I have a Lulzbot Mini 2 and I am trying to print small samples of PLA 10x10x2 mm. However, when I try to print these samples, the thickness is always about half of what is desired. I have tried printing taller things such as a 20x20x20 mm cube and there is still the same problem. The x and y dimensions are pretty accurate, but the z direction is shorter by a significant amount.

In addition, I have noticed that printing across the bed in the x and y directions also have a difference in thickness (z direction). For example, if I print a long, thin rectangle across the x axis, one side has a different thickness than the other side. Could this problem be caused by the table being slightly not leveled? Could it be something else?

Before every print, I always level the x axis and I did reset it to all defaults and that didn’t seem to work. I also took out the corner washers completely and then re-screwed them to make sure that they were equally tightened/level. I have a flex bed instead of the glass bed. I’m not sure if that makes a difference.

I would greatly appreciate any advice on how to fix this problem. Thanks!

From the simplest on:

How are you leveling the X axis? There’s an option to auto-z align in the motion menu that pushes the Z axis down completely that helps. If it goes to the top and keeps pushing, the right side ends up higher than the left. The software should theoretically compensate, but it doesn’t completely. If your mini has been “leveling” off the top, it’s probably not level.

Seriously check for absolute cleanliness of the nozzle. Stray strings off of the cleaning pad or a spec of plastic on the nozzle may be the cause of an improper bed leveling with the washers.

It might be as simple as your z steps/mm is incorrect. You can use measurements on your 20mm cube to adjust with the simple calculator here: 3D Printer Calibration - LayerFused - but this doesn’t address the slanted prints.

The Z motors share a driver, but pass through the Z brake board. If one of the stepper motors is failing (fairly unlikely with how little load they get) it’s going to be holding back the other side, and causing shorter Z heights and differing thickness. The problem could also be a failing Z brake board. They’re around $50 from lulzbot. I cannot say for certain that you can just swap the Z stepper connections around and see if the problem mirrors to the other side, due to how the Z brake board works. I would not be surprised if the motors flipped up/down directions if you tried that, so swapping in alternate motors to test the board is probably easiest, and steppers are cheaper than the Z brake board.
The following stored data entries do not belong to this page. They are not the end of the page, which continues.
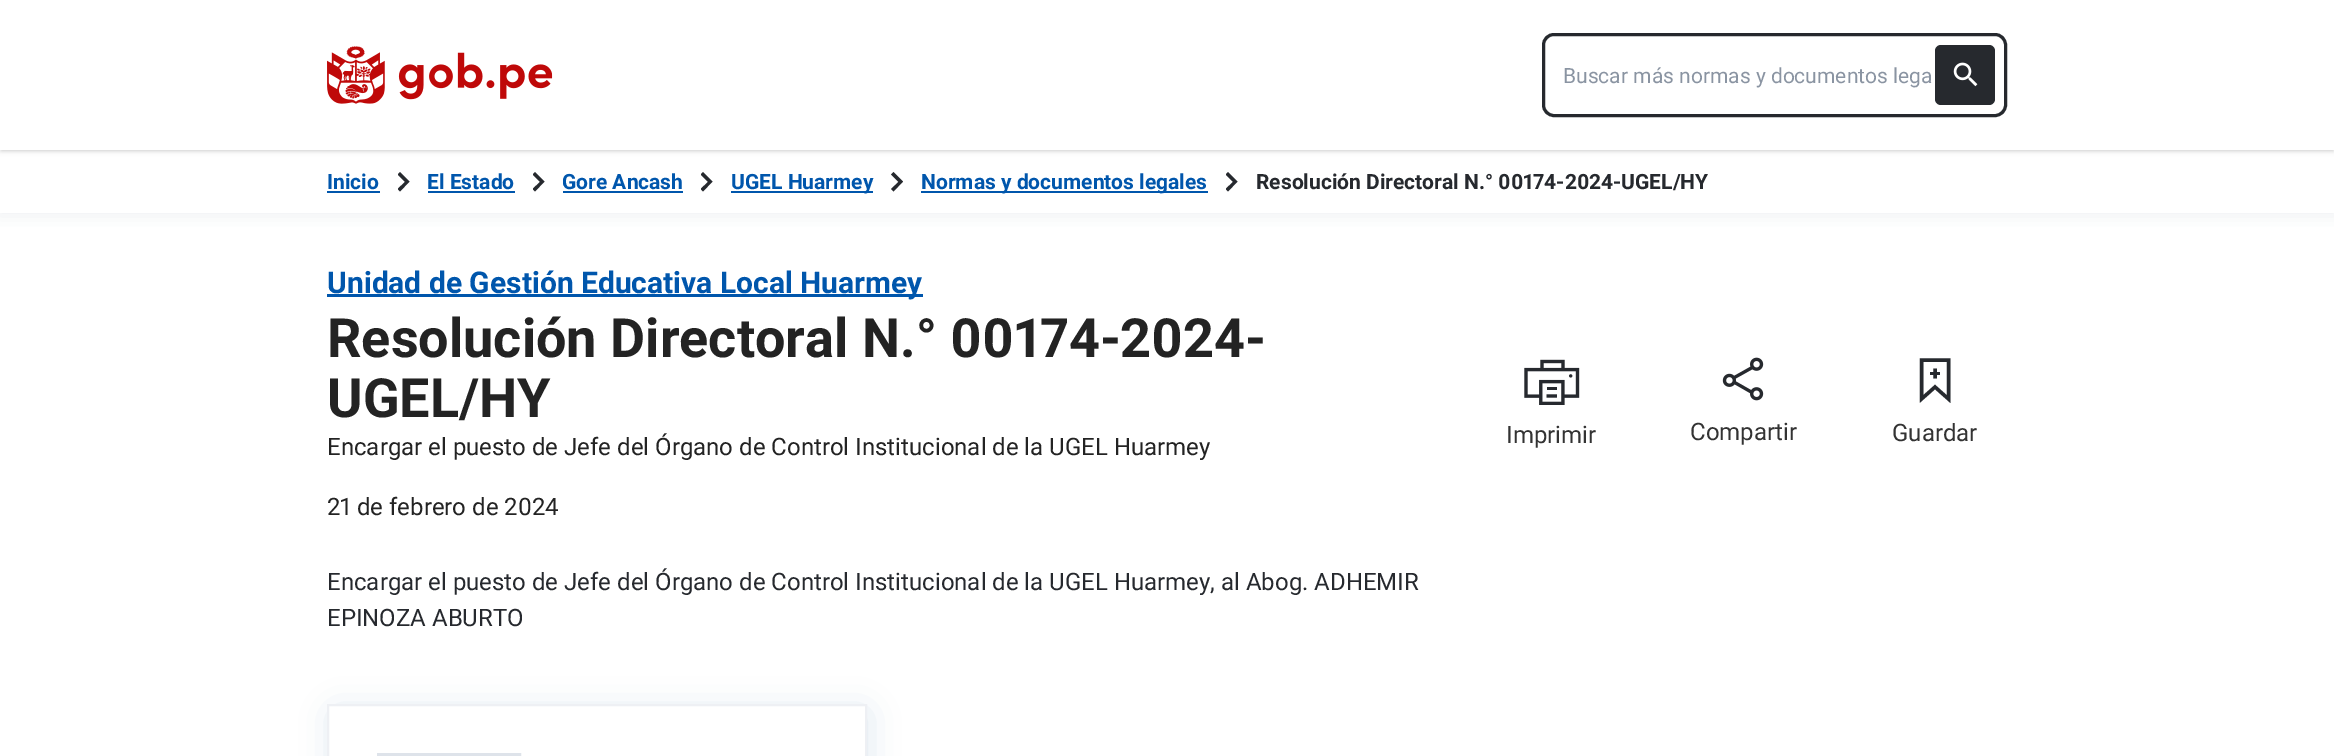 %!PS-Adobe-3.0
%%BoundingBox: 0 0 2334 756
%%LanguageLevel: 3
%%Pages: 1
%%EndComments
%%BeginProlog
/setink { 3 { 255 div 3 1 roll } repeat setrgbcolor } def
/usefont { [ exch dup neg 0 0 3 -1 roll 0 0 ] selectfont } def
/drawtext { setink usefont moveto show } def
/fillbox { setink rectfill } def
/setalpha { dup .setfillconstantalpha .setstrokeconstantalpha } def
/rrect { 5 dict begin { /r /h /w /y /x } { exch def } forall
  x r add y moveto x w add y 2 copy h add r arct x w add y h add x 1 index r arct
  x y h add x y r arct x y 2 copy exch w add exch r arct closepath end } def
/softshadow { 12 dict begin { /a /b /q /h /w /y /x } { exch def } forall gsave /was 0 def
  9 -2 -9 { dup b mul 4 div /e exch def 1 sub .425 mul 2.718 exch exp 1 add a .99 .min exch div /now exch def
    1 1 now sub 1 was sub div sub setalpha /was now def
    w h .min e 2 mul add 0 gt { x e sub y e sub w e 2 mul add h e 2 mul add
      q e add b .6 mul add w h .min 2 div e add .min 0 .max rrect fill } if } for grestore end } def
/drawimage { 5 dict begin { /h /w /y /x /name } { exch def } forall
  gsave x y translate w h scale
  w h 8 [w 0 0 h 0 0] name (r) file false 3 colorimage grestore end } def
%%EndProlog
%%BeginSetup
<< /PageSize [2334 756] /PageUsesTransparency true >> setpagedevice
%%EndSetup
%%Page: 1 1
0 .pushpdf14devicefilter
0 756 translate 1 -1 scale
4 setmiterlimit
0 0 2334 756 255 255 255 fillbox
0 0 0 setink
2 3 2331 147 0 1.5 0.1 softshadow
0 2 2334 150 0 2 0.1 softshadow
gsave
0 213 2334 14 rectclip
190 199 211 setink
-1 150 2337 66 0 8 0.25 softshadow
grestore
0 0 2334 150 255 255 255 fillbox
(assets/img1.rgb) 327 46 226 58 drawimage
38 41 46 setink
3 setlinewidth
1543.5 34.5 462 81 10.5 rrect stroke
(Buscar más normas y documentos lega) 1563 83 /Roboto-Regular 21 138 148 162 drawtext
38 41 46 setink
1935 45 60 60 6 rrect fill
(assets/img2.rgb) 1953 62 25 25 drawimage
(Inicio) 327 189 /Roboto-Bold 21 0 86 172 drawtext
327 191 53 2 0 86 172 fillbox
gsave
398 170 12 24 rectclip
38 41 46 setink
397.5 189 moveto 405 182 lineto 397.5 174.5 lineto 400 172 lineto 409.5 181.5 lineto 400 191.5 lineto closepath fill
grestore
(El Estado) 427 189 /Roboto-Bold 21 0 86 172 drawtext
428 191 87 2 0 86 172 fillbox
gsave
533 170 12 24 rectclip
38 41 46 setink
532.5 189 moveto 540 182 lineto 532.5 174.5 lineto 535 172 lineto 544.5 181.5 lineto 535 191.5 lineto closepath fill
grestore
(Gore Ancash) 562 189 /Roboto-Bold 21 0 86 172 drawtext
563 191 120 2 0 86 172 fillbox
gsave
701 170 12 24 rectclip
38 41 46 setink
700.5 189 moveto 708 182 lineto 700.5 174.5 lineto 703 172 lineto 712.5 181.5 lineto 703 191.5 lineto closepath fill
grestore
731 191 142 2 0 86 172 fillbox
(UGEL Huarmey) 731 189 /Roboto-Bold 21 0 86 172 drawtext
38 41 46 setink
891 189 moveto 898.5 182 lineto 891 174.5 lineto 893.5 172 lineto 903 181.5 lineto 893.5 191.5 lineto closepath fill
921 191 287 2 0 86 172 fillbox
(Normas y documentos legales) 921 189 /Roboto-Bold 21 0 86 172 drawtext
gsave
1226 170 12 24 rectclip
38 41 46 setink
1225.5 189 moveto 1233 182 lineto 1225.5 174.5 lineto 1228 172 lineto 1237.5 181.5 lineto 1228 191.5 lineto closepath fill
grestore
(Resolución Directoral N.° 00174-2024-UGEL/HY) 1256 189 /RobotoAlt-Bold 21 38 41 46 drawtext
327 294 596 3 0 86 172 fillbox
(Unidad de Gestión Educativa Local Huarmey) 327 293 /Roboto-Bold 30 0 86 172 drawtext
(Resolución Directoral N.° 00174-2024-) 327 357 /RobotoAlt-Bold 54 35 35 35 drawtext
(UGEL/HY) 327 417 /Roboto-Bold 54 35 35 35 drawtext
(Encargar el puesto de Jefe del Órgano de Control Institucional de la UGEL Huarmey) 327 455 /Roboto-Regular 24 35 35 35 drawtext
(21 de febrero de 2024) 327 515 /RobotoAlt-Regular 24 35 35 35 drawtext
(Encargar el puesto de Jefe del Órgano de Control Institucional de la UGEL Huarmey, al Abog. ADHEMIR) 327 590 /Roboto-Regular 24 38 41 46 drawtext
(EPINOZA ABURTO) 327 626 /Roboto-Regular 24 38 41 46 drawtext
gsave
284 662 moveto 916 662 lineto 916 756 lineto 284 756 lineto closepath 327 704 moveto 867 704 lineto 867 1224 lineto 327 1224 lineto closepath eoclip newpath
211 224 236 setink
336 714 528 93 0 17 1 softshadow
grestore
238 240 244 setink
2 setlinewidth
328 705 538 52 rectstroke
222 227 234 setink
5 setlinewidth
379.5 755.5 139 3 rectstroke
(assets/img3.rgb) 1524 359 56 46 drawimage
(Imprimir) 1506 443 /Roboto-Regular 24 51 51 51 drawtext
(assets/img4.rgb) 1722 357 42 44 drawimage
(Compartir) 1690 440 /Roboto-Regular 24 51 51 51 drawtext
38 41 46 setink
3.4 setlinewidth
1948.5 399 moveto 1935 387 lineto 1921.5 399 lineto 1921.5 360 lineto 1948.5 360 lineto closepath 1935 368.5 moveto 1935 378.5 lineto stroke
1930 372 10 3 38 41 46 fillbox
(Guardar) 1892 441 /Roboto-Regular 24 51 51 51 drawtext
.poppdf14devicefilter showpage
%%EOF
I have the same problem Estudent. It frustrated me for quite some time and I tried everything to fix it. In the end, I finally accepted it as an intrinsic design limitation (flaw maybe) of the belt driven Z axis, at least the way it is implemented on the Mini 2. Not a satisfying answer, but I reached my limits trying to solve the problem.

I now deal with it by printing with a raft. It works for me, since I am printing mostly small parts with Taulman Bridge Nylon. In this case, it also helps with bed adhesion and prevents warp so I’ve learned to accept it.

If you run a few prints with the raft, you will see that it randomly varies quite a bit, from a nice fluffy pancake to a very thin crepe., but the part turns out fine with no loss of height.

I appreciate your post. I tried several times to compose one myself, but I couldn’t find the words to describe it the way you have. Hopefully someone will have found a better solution.

Thank you or the suggestions, Wrathernaut. I guess I didn’t try everything.